◆ What to do
Everything from the first line of the entries through the line containing "Turn every road, lane" is to be retyped exactly, and nothing beyond it.

◆ Data in this exercise
+++

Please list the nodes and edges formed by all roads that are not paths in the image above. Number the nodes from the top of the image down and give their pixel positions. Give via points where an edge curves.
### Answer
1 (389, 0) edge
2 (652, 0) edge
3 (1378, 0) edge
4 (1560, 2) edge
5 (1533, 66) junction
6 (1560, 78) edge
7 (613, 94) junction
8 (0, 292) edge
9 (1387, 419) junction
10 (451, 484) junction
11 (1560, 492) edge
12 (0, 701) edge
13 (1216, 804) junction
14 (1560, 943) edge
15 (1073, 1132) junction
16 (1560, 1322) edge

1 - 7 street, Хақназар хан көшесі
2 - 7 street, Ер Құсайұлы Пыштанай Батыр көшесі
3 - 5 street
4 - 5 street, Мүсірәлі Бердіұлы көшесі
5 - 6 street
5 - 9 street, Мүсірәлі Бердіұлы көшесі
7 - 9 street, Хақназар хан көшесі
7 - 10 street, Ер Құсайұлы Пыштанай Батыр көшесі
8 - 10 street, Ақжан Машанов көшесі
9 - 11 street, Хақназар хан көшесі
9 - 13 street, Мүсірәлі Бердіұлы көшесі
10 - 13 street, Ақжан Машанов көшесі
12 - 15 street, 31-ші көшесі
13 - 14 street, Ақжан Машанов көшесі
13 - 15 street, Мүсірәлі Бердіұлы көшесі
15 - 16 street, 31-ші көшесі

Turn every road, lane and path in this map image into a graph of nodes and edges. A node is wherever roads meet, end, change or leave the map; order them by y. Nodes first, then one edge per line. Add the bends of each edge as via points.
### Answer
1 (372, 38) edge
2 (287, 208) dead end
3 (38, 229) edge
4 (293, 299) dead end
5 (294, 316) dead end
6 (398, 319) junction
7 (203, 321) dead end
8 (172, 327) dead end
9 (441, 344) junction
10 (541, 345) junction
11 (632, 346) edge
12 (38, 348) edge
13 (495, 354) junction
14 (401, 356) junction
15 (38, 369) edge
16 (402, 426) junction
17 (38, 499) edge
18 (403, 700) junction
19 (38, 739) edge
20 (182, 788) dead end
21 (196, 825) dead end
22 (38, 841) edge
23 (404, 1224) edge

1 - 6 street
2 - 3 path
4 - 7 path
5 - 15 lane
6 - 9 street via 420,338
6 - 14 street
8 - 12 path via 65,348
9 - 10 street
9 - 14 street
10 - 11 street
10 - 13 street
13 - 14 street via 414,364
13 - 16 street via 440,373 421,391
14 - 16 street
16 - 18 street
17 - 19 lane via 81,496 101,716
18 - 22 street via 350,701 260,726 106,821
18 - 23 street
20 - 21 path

+++

◆ Solution to this task
Please list the nodes and edges formed by all roads that are not paths in the image above. Number the nodes from the top of the image down and give their pixel positions. Give via points where an edge curves.
### Answer
1 (389, 0) edge
2 (652, 0) edge
3 (1378, 0) edge
4 (1560, 2) edge
5 (1533, 66) junction
6 (1560, 78) edge
7 (613, 94) junction
8 (0, 292) edge
9 (1387, 419) junction
10 (451, 484) junction
11 (1560, 492) edge
12 (0, 701) edge
13 (1216, 804) junction
14 (1560, 943) edge
15 (1073, 1132) junction
16 (1560, 1322) edge

1 - 7 street, Хақназар хан көшесі
2 - 7 street, Ер Құсайұлы Пыштанай Батыр көшесі
3 - 5 street
4 - 5 street, Мүсірәлі Бердіұлы көшесі
5 - 6 street
5 - 9 street, Мүсірәлі Бердіұлы көшесі
7 - 9 street, Хақназар хан көшесі
7 - 10 street, Ер Құсайұлы Пыштанай Батыр көшесі
8 - 10 street, Ақжан Машанов көшесі
9 - 11 street, Хақназар хан көшесі
9 - 13 street, Мүсірәлі Бердіұлы көшесі
10 - 13 street, Ақжан Машанов көшесі
12 - 15 street, 31-ші көшесі
13 - 14 street, Ақжан Машанов көшесі
13 - 15 street, Мүсірәлі Бердіұлы көшесі
15 - 16 street, 31-ші көшесі

Turn every road, lane and path in this map image into a graph of nodes and edges. A node is wherever roads meet, end, change or leave the map; order them by y. Nodes first, then one edge per line. Add the bends of each edge as via points.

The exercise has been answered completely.